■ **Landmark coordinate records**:
^^^^
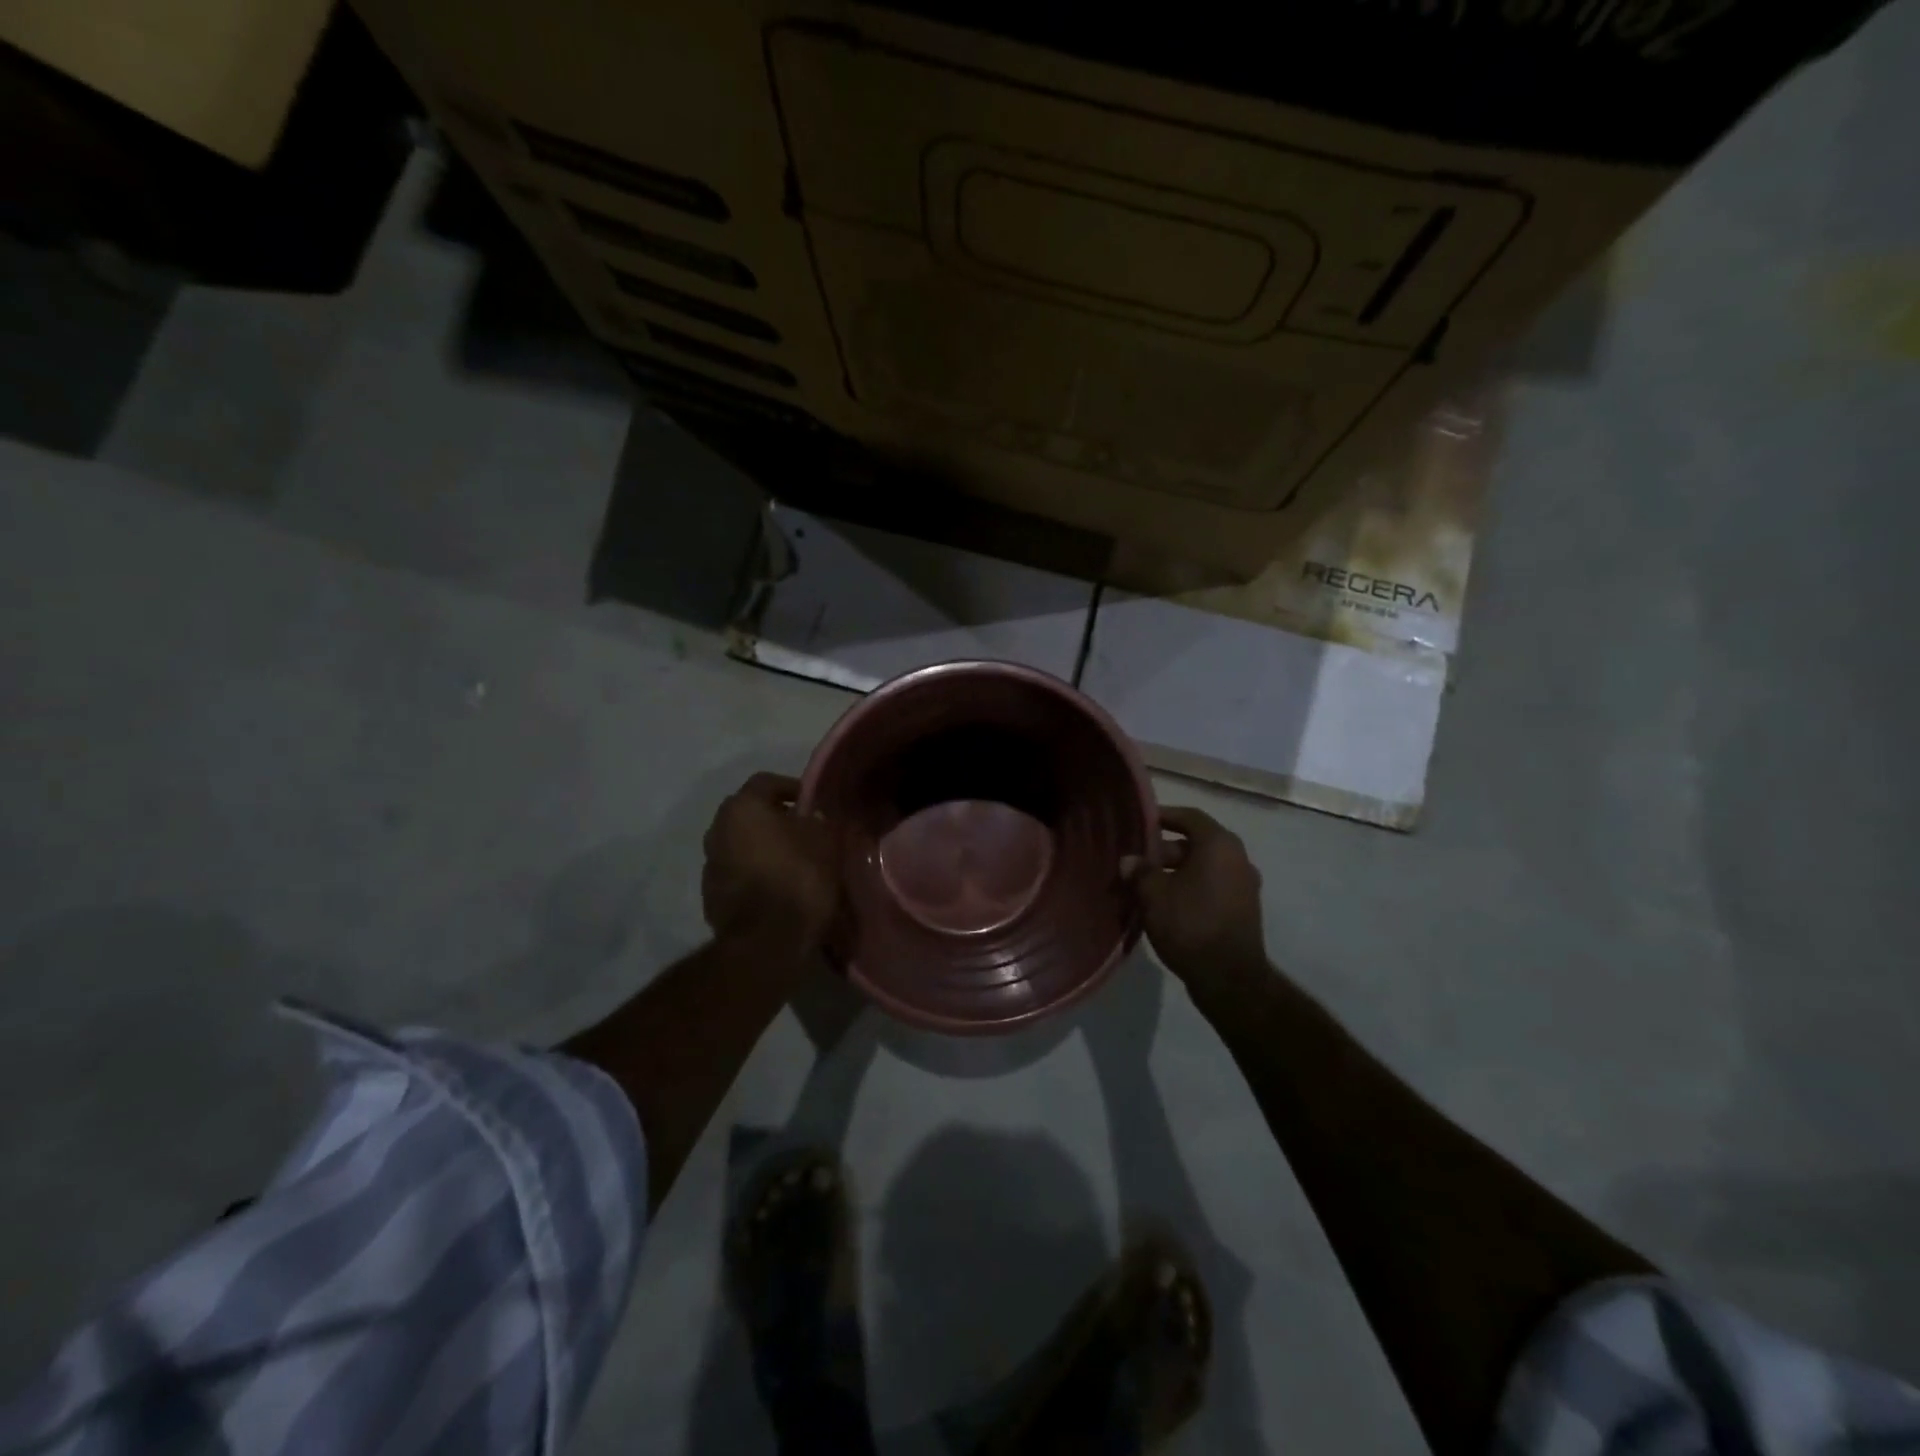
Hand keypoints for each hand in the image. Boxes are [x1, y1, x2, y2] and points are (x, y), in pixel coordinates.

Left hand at [702, 773, 839, 956]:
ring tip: (794, 862)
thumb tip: (818, 817)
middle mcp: (717, 829)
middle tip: (806, 831)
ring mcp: (710, 864)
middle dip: (777, 819)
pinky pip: (738, 872)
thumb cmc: (799, 878)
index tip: (815, 805)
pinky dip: (756, 873)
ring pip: (742, 844)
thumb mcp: (827, 841)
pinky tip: (779, 887)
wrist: (767, 942)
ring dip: (764, 847)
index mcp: (742, 807)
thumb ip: (822, 820)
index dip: (794, 788)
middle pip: (750, 813)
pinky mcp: (711, 896)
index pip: (767, 781)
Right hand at [1125, 807, 1269, 999]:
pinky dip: (1189, 888)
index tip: (1140, 823)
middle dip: (1163, 851)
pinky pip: (1212, 886)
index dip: (1163, 816)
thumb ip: (1140, 872)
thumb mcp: (1154, 895)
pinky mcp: (1243, 908)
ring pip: (1202, 867)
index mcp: (1219, 845)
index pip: (1189, 817)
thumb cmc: (1190, 925)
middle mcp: (1237, 858)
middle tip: (1135, 864)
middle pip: (1195, 843)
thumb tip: (1130, 861)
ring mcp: (1244, 884)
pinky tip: (1166, 905)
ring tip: (1145, 887)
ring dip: (1174, 872)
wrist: (1229, 978)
^^^^
■ **WHAT TO DO**:
Above are the records; repeat their lines from the first through the line containing "ring mcp: (710, 864)", and leave out each picture.

■ **TASK ANSWER**:
Hand keypoints for each hand in the image. Boxes are [x1, y1, x2, y2] and points are (x, y), in pixel coordinates.

Left hand at [702, 773, 839, 956]:
ring tip: (794, 862)
thumb tip: (818, 817)
middle mcp: (717, 829)
middle tip: (806, 831)
ring mcp: (710, 864)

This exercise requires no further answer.